---------- ENTRIES SHOWN

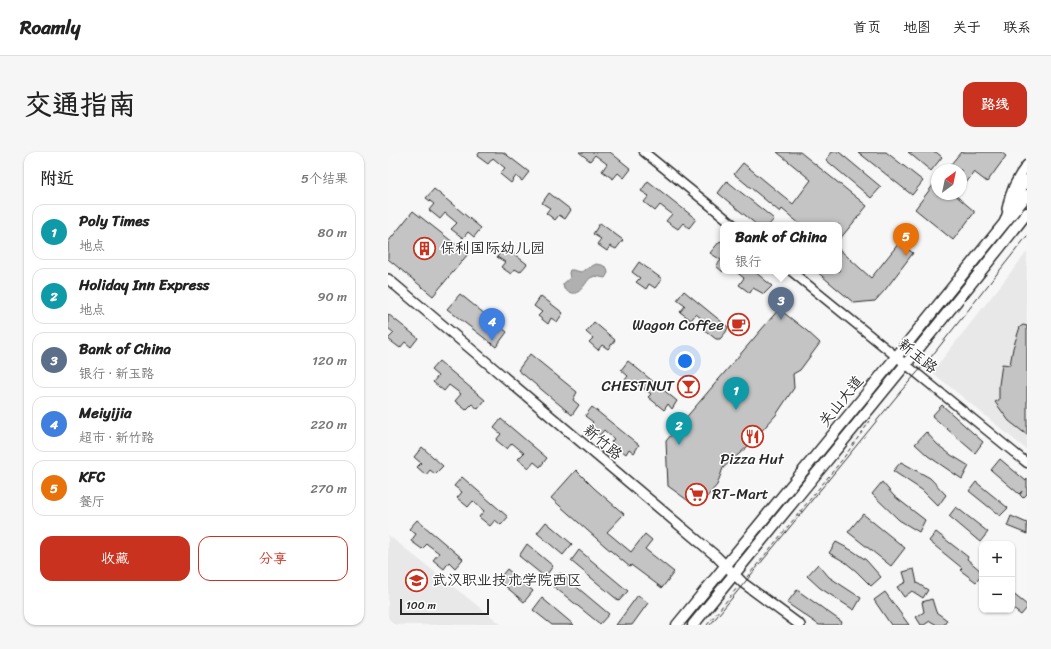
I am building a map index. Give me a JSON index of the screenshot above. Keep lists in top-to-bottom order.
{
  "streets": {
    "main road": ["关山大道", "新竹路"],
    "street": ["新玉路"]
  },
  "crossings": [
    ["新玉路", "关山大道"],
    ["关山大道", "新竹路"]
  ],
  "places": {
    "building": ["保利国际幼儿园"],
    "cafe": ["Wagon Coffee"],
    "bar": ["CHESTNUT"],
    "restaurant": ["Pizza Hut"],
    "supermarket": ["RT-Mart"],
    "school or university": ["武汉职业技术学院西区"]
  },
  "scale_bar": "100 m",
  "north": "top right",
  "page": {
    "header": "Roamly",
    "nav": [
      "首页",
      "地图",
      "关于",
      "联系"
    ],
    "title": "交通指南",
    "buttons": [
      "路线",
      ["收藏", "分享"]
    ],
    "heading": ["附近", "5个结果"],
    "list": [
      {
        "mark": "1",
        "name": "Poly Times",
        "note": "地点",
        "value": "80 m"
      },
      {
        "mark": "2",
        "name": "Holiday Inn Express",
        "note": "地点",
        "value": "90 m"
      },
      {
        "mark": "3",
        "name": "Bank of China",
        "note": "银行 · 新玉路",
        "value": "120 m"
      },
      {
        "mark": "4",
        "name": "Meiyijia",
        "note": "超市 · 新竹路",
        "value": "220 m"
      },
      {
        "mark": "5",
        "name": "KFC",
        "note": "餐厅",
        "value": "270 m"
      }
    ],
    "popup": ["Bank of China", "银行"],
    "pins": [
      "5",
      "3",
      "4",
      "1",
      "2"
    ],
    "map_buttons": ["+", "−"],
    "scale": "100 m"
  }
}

--------------------

» WHAT YOU HAVE TO DO
Give the data again exactly as written, with all pictures left out.

» EXERCISE OUTPUT
I am building a map index. Give me a JSON index of the screenshot above. Keep lists in top-to-bottom order.
{
  "streets": {
    "main road": ["关山大道", "新竹路"],
    "street": ["新玉路"]
  },
  "crossings": [
    ["新玉路", "关山大道"],
    ["关山大道", "新竹路"]
  ],
  "places": {
    "building": ["保利国际幼儿园"],
    "cafe": ["Wagon Coffee"],
    "bar": ["CHESTNUT"],
    "restaurant": ["Pizza Hut"],
    "supermarket": ["RT-Mart"],
    "school or university": ["武汉职业技术学院西区"]
  },
  "scale_bar": "100 m",
  "north": "top right",
  "page": {
    "header": "Roamly",
    "nav": [
      "首页",
      "地图",
      "关于",
      "联系"
    ],
    "title": "交通指南",
    "buttons": [
      "路线",
      ["收藏", "分享"]
    ],
    "heading": ["附近", "5个结果"],
    "list": [
      {
        "mark": "1",
        "name": "Poly Times",
        "note": "地点",
        "value": "80 m"
      },
      {
        "mark": "2",
        "name": "Holiday Inn Express",
        "note": "地点",
        "value": "90 m"
      },
      {
        "mark": "3",
        "name": "Bank of China",
        "note": "银行 · 新玉路",
        "value": "120 m"
      },
      {
        "mark": "4",
        "name": "Meiyijia",
        "note": "超市 · 新竹路",
        "value": "220 m"
      },
      {
        "mark": "5",
        "name": "KFC",
        "note": "餐厅",
        "value": "270 m"
      }
    ],
    "popup": ["Bank of China", "银行"],
    "pins": [
      "5",
      "3",
      "4",
      "1",
      "2"
    ],
    "map_buttons": ["+", "−"],
    "scale": "100 m"
  }
}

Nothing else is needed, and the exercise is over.